"Naquela mesa está faltando ele e a saudade dele está doendo em mim... De sua filha me tornei sua fã."
Agora senta que lá vem história.
Eu era bem novinha, devia ter uns 12 anos. Estava esperando você ir me buscar no clube de campo do Bebedouro Clube, sentada na mureta.
Isso era meio raro de acontecer. Eu nunca tive paciência, sempre fui independente, então, muitas vezes eu subia de circular. Pegava o busão no ponto do muro da Escola José Francisco Paschoal e descia no ponto da Avenida Raul Furquim, na esquina de cima da minha casa.
Nessa época eu ainda morava na Rua São João.
Eu nunca dei muita importância do que iriam falar, tem gente que tem vergonha de andar de circular. Eu estava pouco me importando. Sabia quem eu era. E isso aprendi com você. Você sempre falava: "não importa aonde você vai, com quem vai ou como vai. Importa o que você faz" e eu nunca vi nada de errado montar em um circular em vez de subir a pé para casa ou ficar esperando alguém ir me buscar no clube.
Nessa época ainda não existia celular. Tinha que ligar do orelhão. Eu não gastava meu dinheiro comprando ficha telefônica. Ligava sempre a cobrar. Era só colocar o 9 na frente do DDD e depois discar o número desejado. Esperar a atendente dizer: "diga seu nome e a cidade de onde está falando." E pronto, alguém vinha me buscar. Mas as vezes demorava e eu chegava mais rápido de circular. E lá ia eu de viação Santo Antônio.
Mas nesse dia eu resolvi ligar a cobrar e esperar alguém ir me buscar.

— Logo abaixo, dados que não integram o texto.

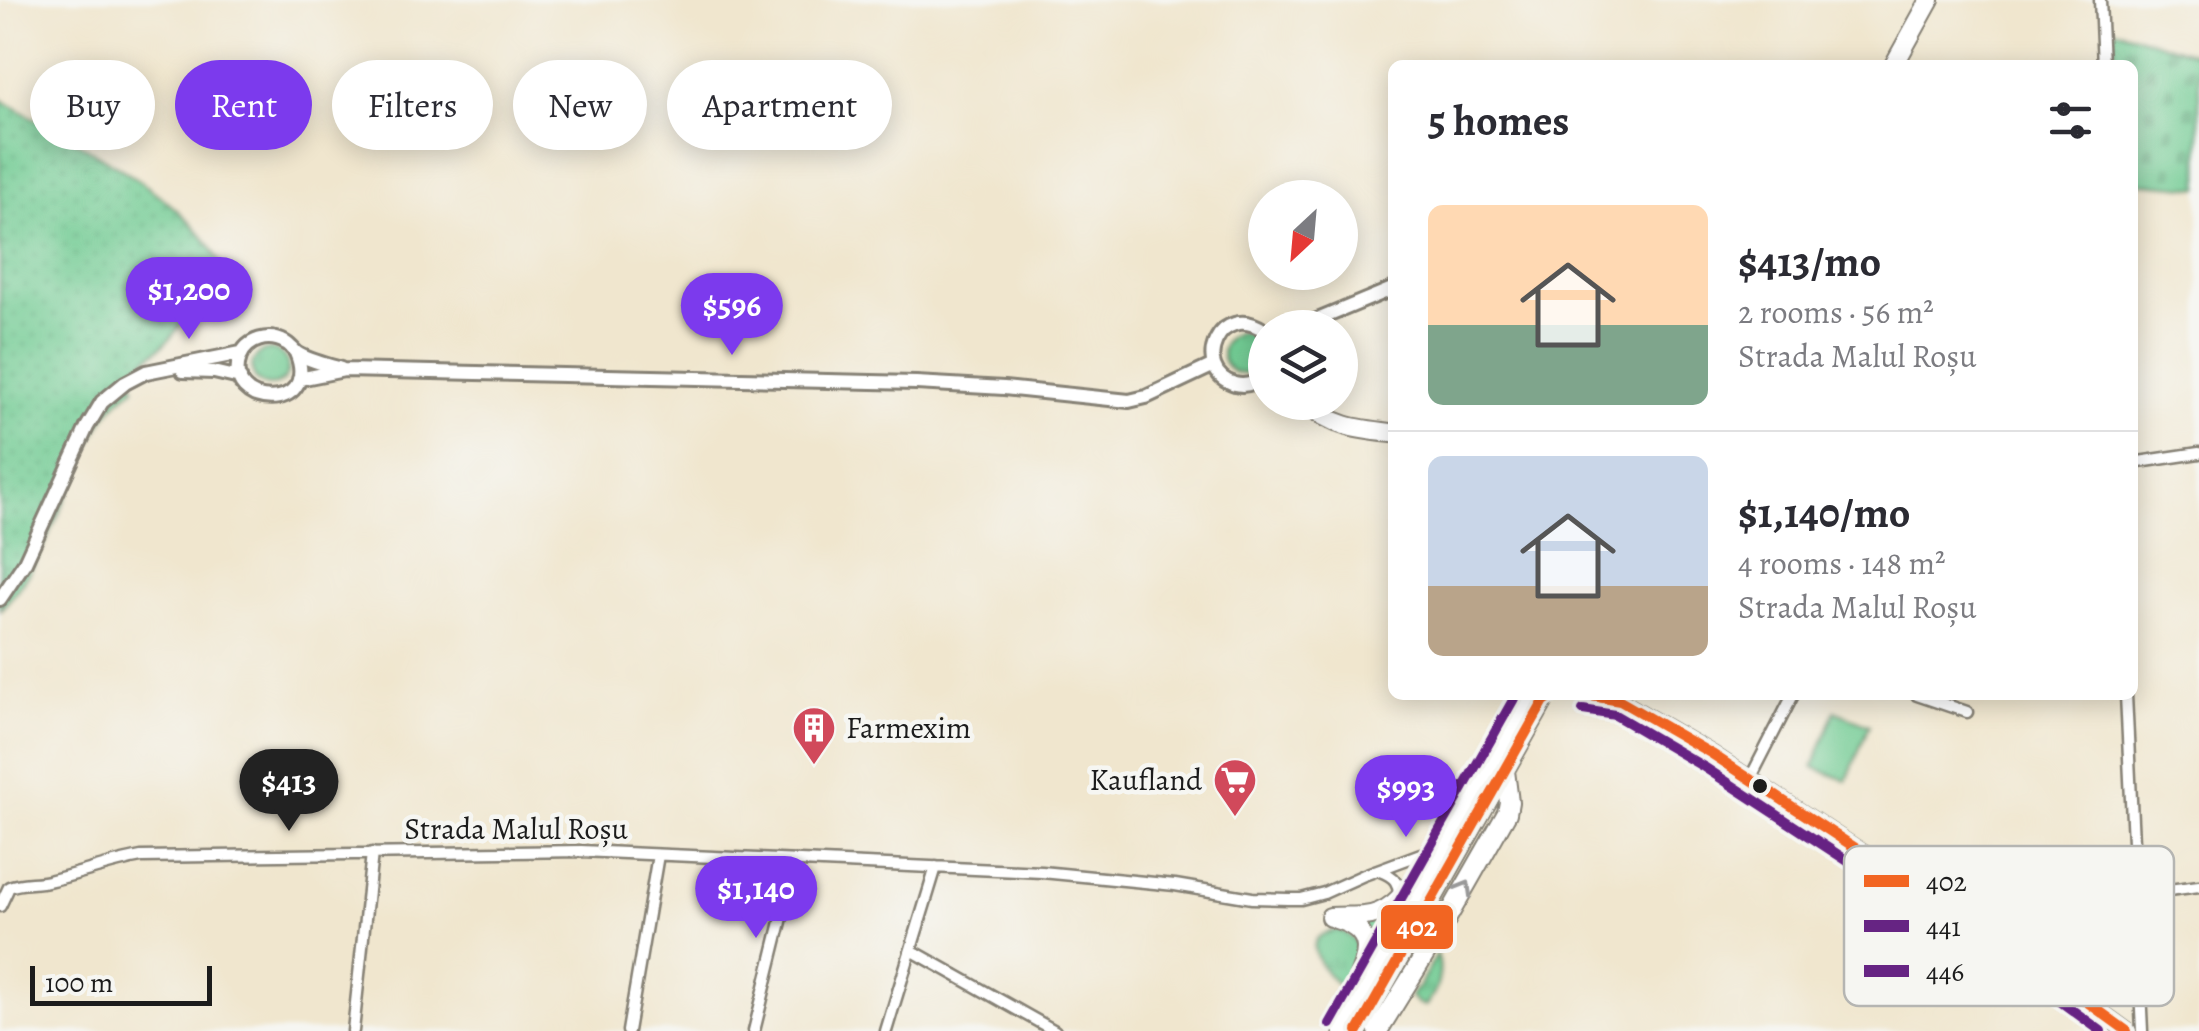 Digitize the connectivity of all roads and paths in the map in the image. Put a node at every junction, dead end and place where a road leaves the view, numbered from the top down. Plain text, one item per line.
1 (1917, 0) edge
2 (1930, 0) edge
3 (2100, 0) edge
4 (1884, 60) edge
5 (1897, 60) edge
6 (2104, 60) edge
7 (1388, 291) edge
8 (1341, 310) edge
9 (1248, 323) edge
10 (242, 352) junction
11 (296, 353) junction
12 (1214, 365) junction
13 (344, 370) junction
14 (146, 372) junction
15 (240, 378) junction
16 (299, 379) junction
17 (1248, 384) edge
18 (1329, 420) edge
19 (1388, 432) edge
20 (2199, 453) edge
21 (2138, 462) edge
22 (0, 598) edge
23 (1542, 700) edge
24 (1542, 700) edge
25 (1620, 700) edge
26 (1790, 700) edge
27 (1932, 700) edge
28 (2126, 700) edge
29 (1967, 712) dead end
30 (1505, 770) junction
31 (1750, 778) junction
32 (1446, 844) junction
33 (1853, 846) edge
34 (2134, 846) edge
35 (372, 853) junction
36 (658, 855) junction
37 (796, 861) junction
38 (936, 867) junction
39 (1379, 871) junction
40 (2199, 886) edge
41 (2174, 889) edge
42 (1398, 900) junction
43 (0, 906) edge
44 (911, 950) junction
45 (2092, 1006) edge
46 (2141, 1006) edge
47 (353, 1031) edge
48 (628, 1031) edge
49 (754, 1031) edge
50 (886, 1031) edge
51 (1055, 1031) edge
52 (1340, 1031) edge
53 (1358, 1031) edge
54 (1378, 1031) edge
55 (2127, 1031) edge
56 (2142, 1031) edge

1 - 4 highway
2 - 5 highway
3 - 6 street
7 - 8 street
9 - 12 street
10 - 11 street
10 - 14 street
10 - 15 street
11 - 13 street
11 - 16 street
12 - 13 street
12 - 17 street
13 - 16 street
14 - 15 street
14 - 22 street
15 - 16 street
18 - 19 highway
20 - 21 street
23 - 30 highway
24 - 32 highway
25 - 31 main road
26 - 31 street
27 - 29 street
28 - 34 street
30 - 53 highway
54 -> 30 highway
31 - 33 main road
32 - 39 street, Strada Malul Roșu
32 - 42 highway
32 - 52 highway
35 - 36 street, Strada Malul Roșu
35 - 43 street, Strada Malul Roșu
35 - 47 street
36 - 37 street, Strada Malul Roșu
36 - 48 street
37 - 38 street, Strada Malul Roșu
37 - 49 street
38 - 39 street, Strada Malul Roșu
38 - 44 street
39 - 42 street
40 - 41 street
42 - 52 highway
44 - 50 street
44 - 51 street
45 - 55 main road
46 - 56 street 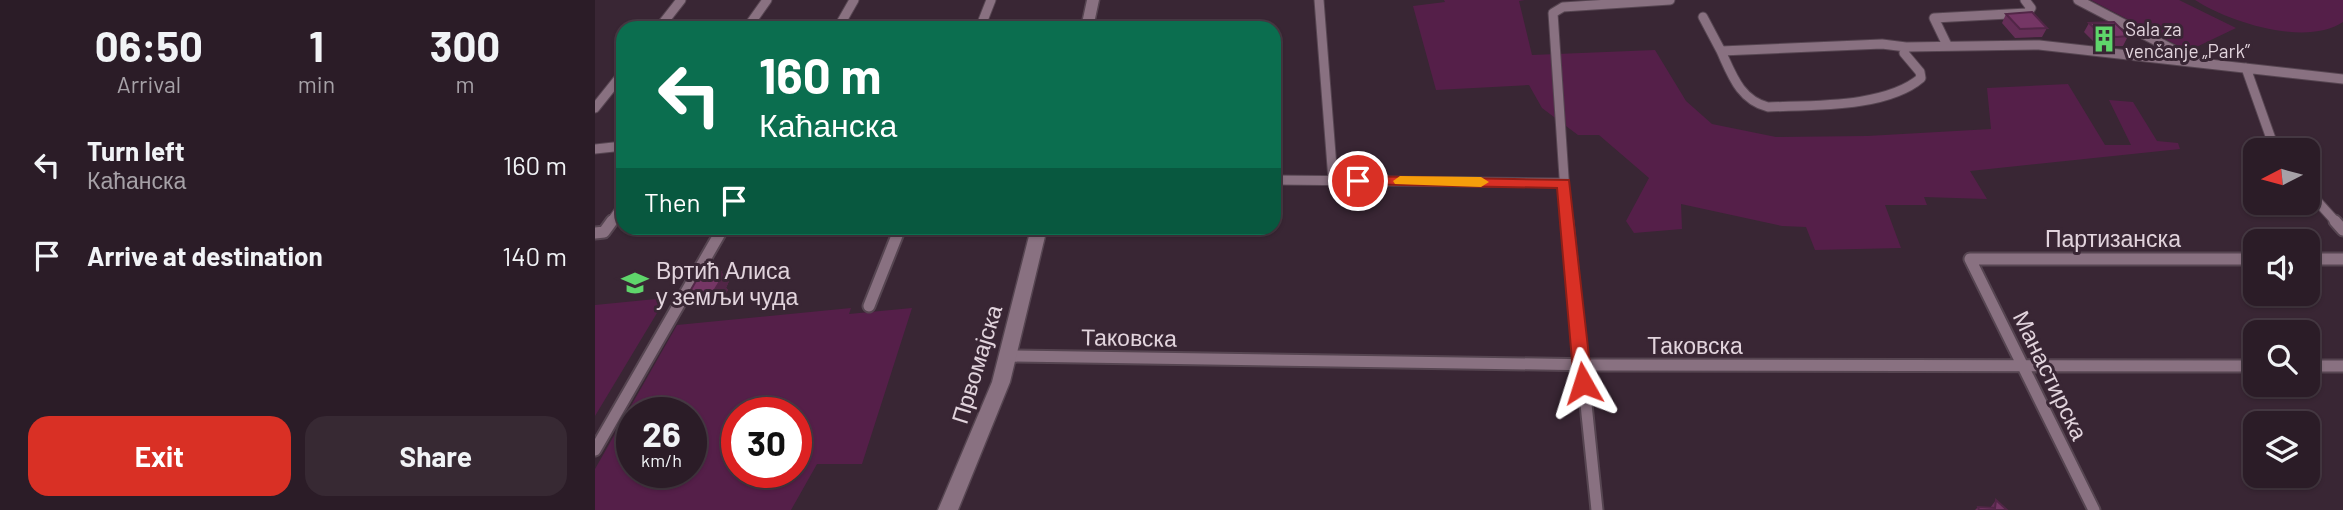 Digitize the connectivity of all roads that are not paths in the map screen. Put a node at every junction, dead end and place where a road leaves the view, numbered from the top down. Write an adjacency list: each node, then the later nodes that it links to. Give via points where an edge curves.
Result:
1 (681, 0): 11 (street)
2 (767, 0): 12 (street)
3 (854, 0): 13 (street)
4 (991, 0): 14 (street)
5 (1093, 0): 15 (street)
6 (1319, 0): 28 (street)
7 (1670, 0): 29 (street, via 1563,7 1553,13)
8 (2025, 0): 16 (street, via 2031,8 2027,13 1934,18)
9 (2078, 0): 19 (street)
10 (1703, 17): 18 (street)
11 (664, 21)
12 (752, 21)
13 (842, 21)
14 (983, 21)
15 (1088, 21)
16 (1947, 45): 17 (street); 19 (street, via 2039,45)
17 (1906, 47): 18 (street, via 1830,45); 18 (street, via 1904,53 1921,78 1912,86 1868,100 1768,107 1744,96)
18 (1721, 51)
19 (2200, 62): 20 (street)
20 (2246, 68): 21 (street); 24 (street)
21 (2343, 79)
22 (616, 82): 23 (street)
23 (595, 108)
24 (2271, 138)
25 (616, 147): 26 (street)
26 (595, 149)
27 (1281, 180): 28 (street)
28 (1333, 180): 29 (street)
29 (1563, 183): 43 (street)
30 (2321, 205): 32 (street)
31 (616, 215): 33 (street, via 604,232)
32 (2343, 230)
33 (595, 233)
34 (719, 235): 48 (street)
35 (897, 235): 41 (street)
36 (1037, 235): 42 (street, Првомајска)
37 (1970, 259): 38 (street, Партизанска); 47 (street, Манастирска)
38 (2243, 259)
39 (2320, 259): 40 (street)
40 (2343, 260)
41 (869, 306)
42 (1009, 356): 43 (street, Таковска); 49 (street, Првомајска)
43 (1581, 365): 47 (street, Таковска); 50 (street)
44 (2243, 366): 47 (street, Таковска)
45 (2320, 366): 46 (street)
46 (2343, 366)
47 (2024, 367): 51 (street, Манастирска)
48 (595, 450)
49 (948, 510)
50 (1597, 510)
51 (2094, 510) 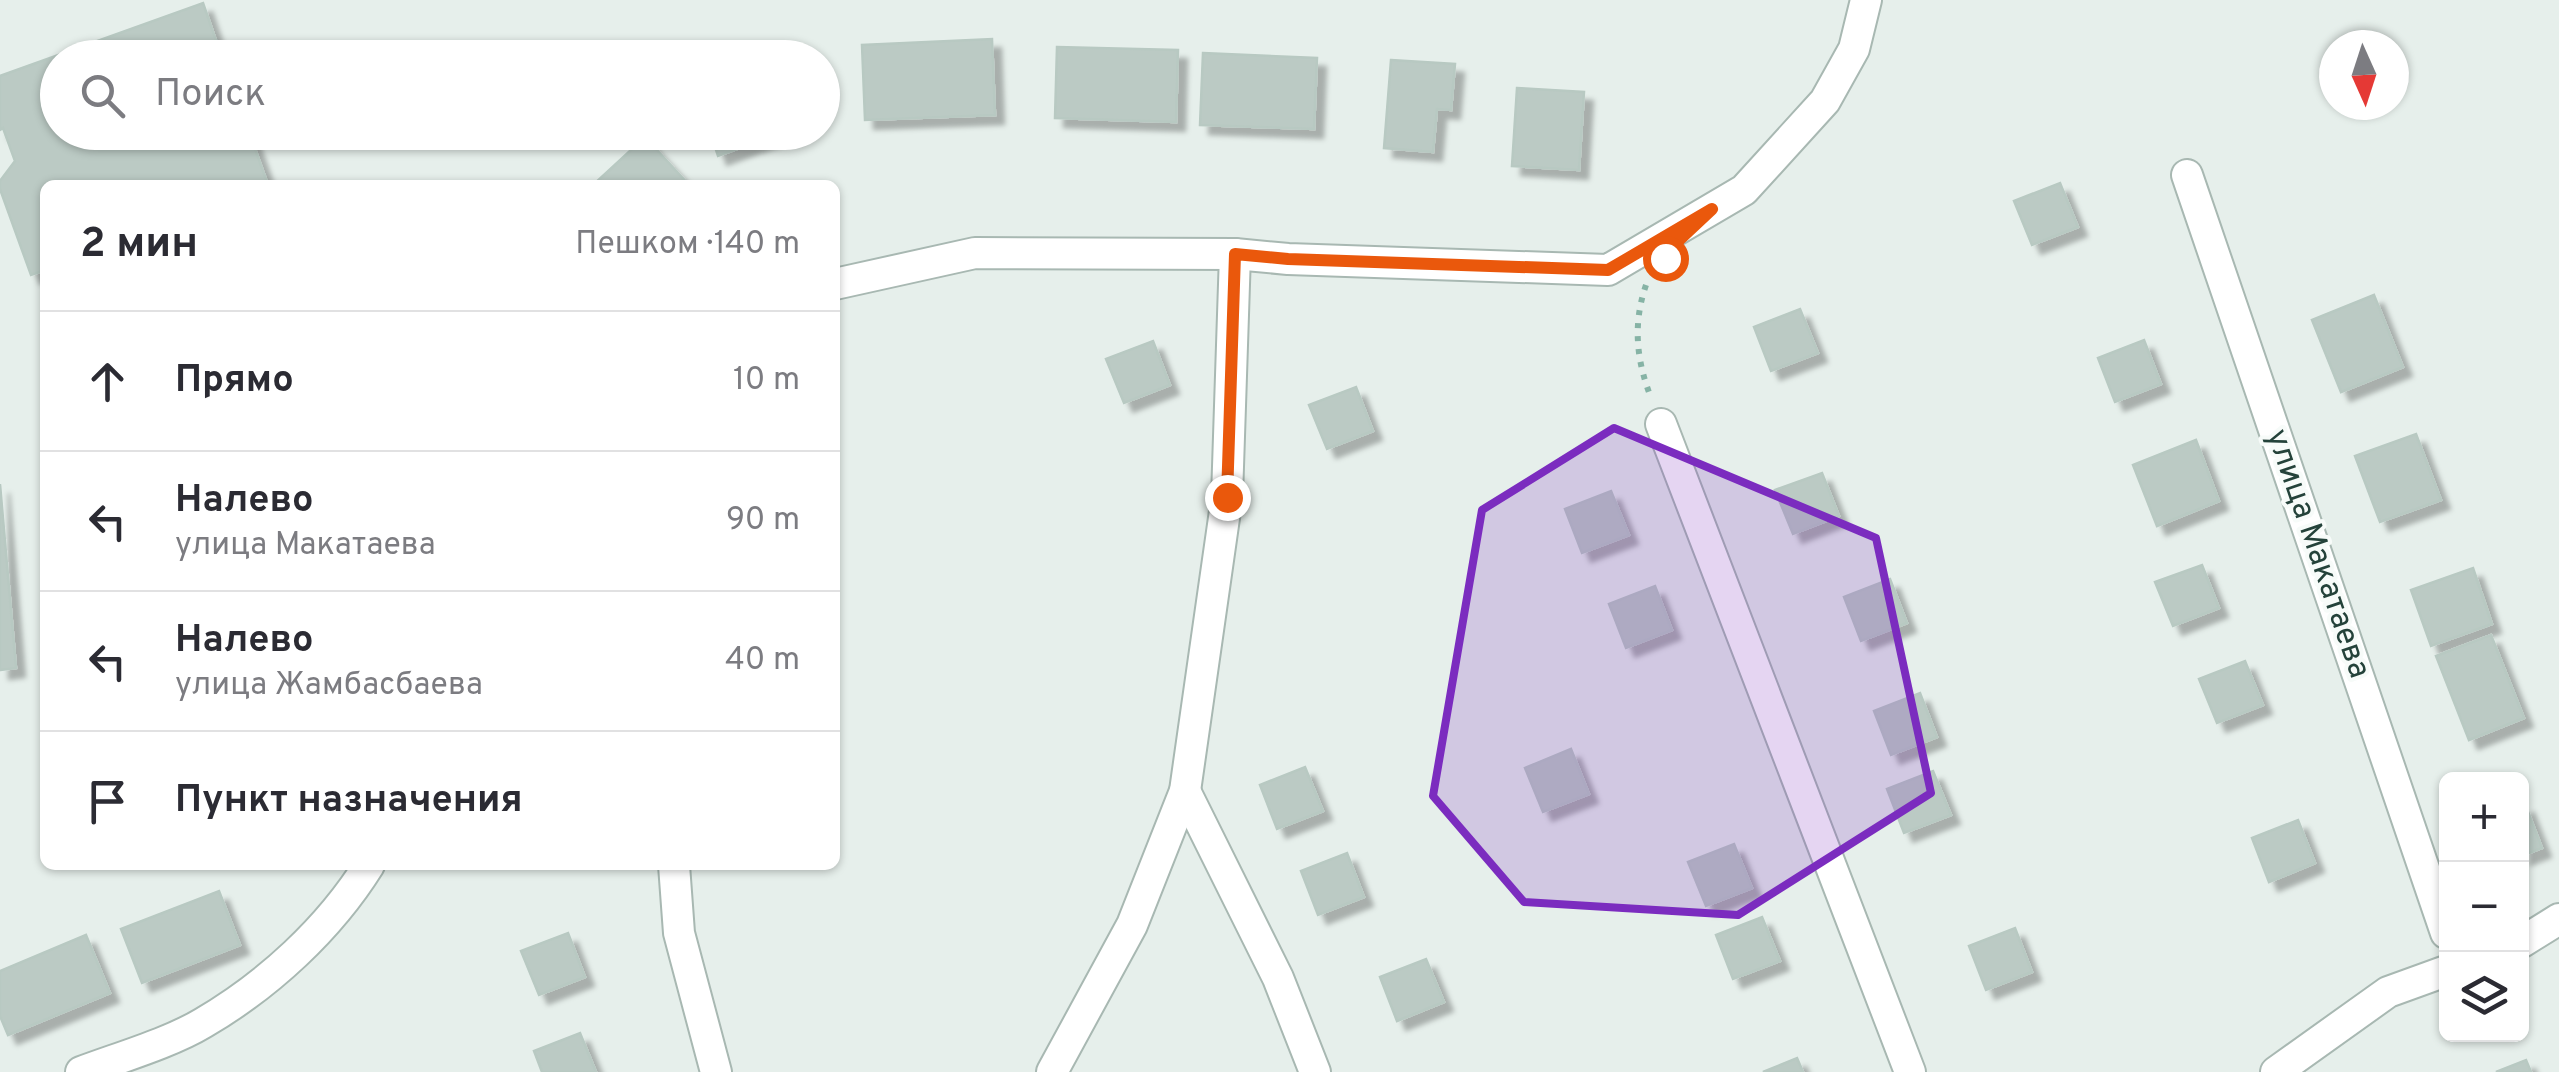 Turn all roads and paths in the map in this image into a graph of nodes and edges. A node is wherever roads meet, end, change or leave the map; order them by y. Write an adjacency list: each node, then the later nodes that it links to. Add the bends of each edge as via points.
1 (1866, 0): 3 (street, via 1854,48 1825,101 1744,190 1608,270)
2 (2186, 175): 10 (street, улица Макатаева)
3 (1235, 254): 5 (street, via 975,253); 7 (street, via 1227,497)
4 (1651, 275): 6 (path, via 1637,341)
5 (840, 289)
6 (1662, 424): 18 (street)
7 (1185, 790): 16 (street, via 1132,926); 17 (street, via 1278,978)
8 (366, 870): 14 (street, via 282,968 201,1025)
9 (674, 870): 15 (street, via 678,933)
10 (2439, 912)
11 (2559, 918): 12 (street)
12 (2529, 937)
13 (2439, 974): 19 (street, via 2388,992)
14 (81, 1072)
15 (716, 1072)
16 (1052, 1072)
17 (1315, 1072)
18 (1910, 1072)
19 (2276, 1072)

Até hoje não sei o porquê fiz isso, mas foi nesse dia uma das lições mais importantes que me deu na vida.
Liguei a cobrar, depois de dizer meu nome e a cidade de onde estava falando, pedi para alguém ir me buscar no Clube. Sentei na mureta em frente à portaria e fiquei esperando. Logo sentou um moço ao meu lado, ele devia ter uns 18 anos. Sabia meu nome. Falou que era amigo do meu irmão do meio e começou puxar assunto... até que segurou em minha mão e me pediu em namoro. Foi bem na hora que você chegou de empadão.
Empadão era o apelido do Corcel II dourado que meu pai tinha.
Voltemos.
Dei tchau pro moço e subi no carro.
Eu estava super eufórica: um moço de 18 anos pedindo uma pirralha de 12 em namoro é a glória.
Em cidade do interior é comum você conhecer a pessoa e perguntar de quem é filho? A qual família pertence? Onde mora? Etc...
Nos minutos que conversei com o moço, esse foi o assunto: um questionário, parecia que eu estava abrindo um crediário das Casas Bahia para o rapaz. Afinal ele sabia meu nome e de quem eu era irmã, portanto eu tinha o direito de saber quem era meu pretenso candidato a namorado.
Mal entrei no carro, abanei a mão dando um tchau para o moço e comecei contar pra você quem era o fulano que acabara de me pedir em namoro.
"O fulano é filho de Sicrano, mora em tal lugar, o vô dele é da tal família... "
Você esperou eu passar toda ficha do fulano com aquela paciência de mineiro que só você tinha... Ficou um tempo em silêncio. E começou o discurso, como sempre começava: minha filha... (Que saudades de escutar esse "minha filha").
Você explicou que sabia quem era o rapaz. Disse todos os defeitos do moço (e o moço tinha muitos defeitos).
Achei que fosse ficar bravo, mas não. Depois de passar a "capivara" do fulano disse: eu casei com uma mulher bonita, de boa família, direita, trabalhadeira (minha mãe era professora), que me deu filhos bonitos (pelo menos meu pai achava os 4 filhos bonitos); quando precisei, ela e a família dela me ajudaram; sempre me apoio, eu podia ir trabalhar em fazendas longe que ela sempre deu conta de cuidar de vocês, nunca me envergonhou, nunca me desonrou, sempre me respeitou... por isso estou casado há muitos anos com sua mãe".
Parou o Corcel II na garagem de casa e antes de descer, me olhou e terminou o discurso: "já lhe expliquei o porquê o fulano não está a sua altura, mas é você quem escolhe, afinal é você que vai casar com ele, não eu ". Desceu do carro e entrou em casa.
Ele não ficou bravo. Não se alterou. Não me deixou de castigo. Apenas me fez raciocinar.
Nesse dia eu entendi que toda escolha traz uma consequência boa ou ruim e que minha vida dependeria das minhas escolhas.
Escolhas ruins trazem sofrimento. E eu não gosto de sofrer.
E o moço? Eu nunca dei a resposta, mas seria não se tivesse que responder.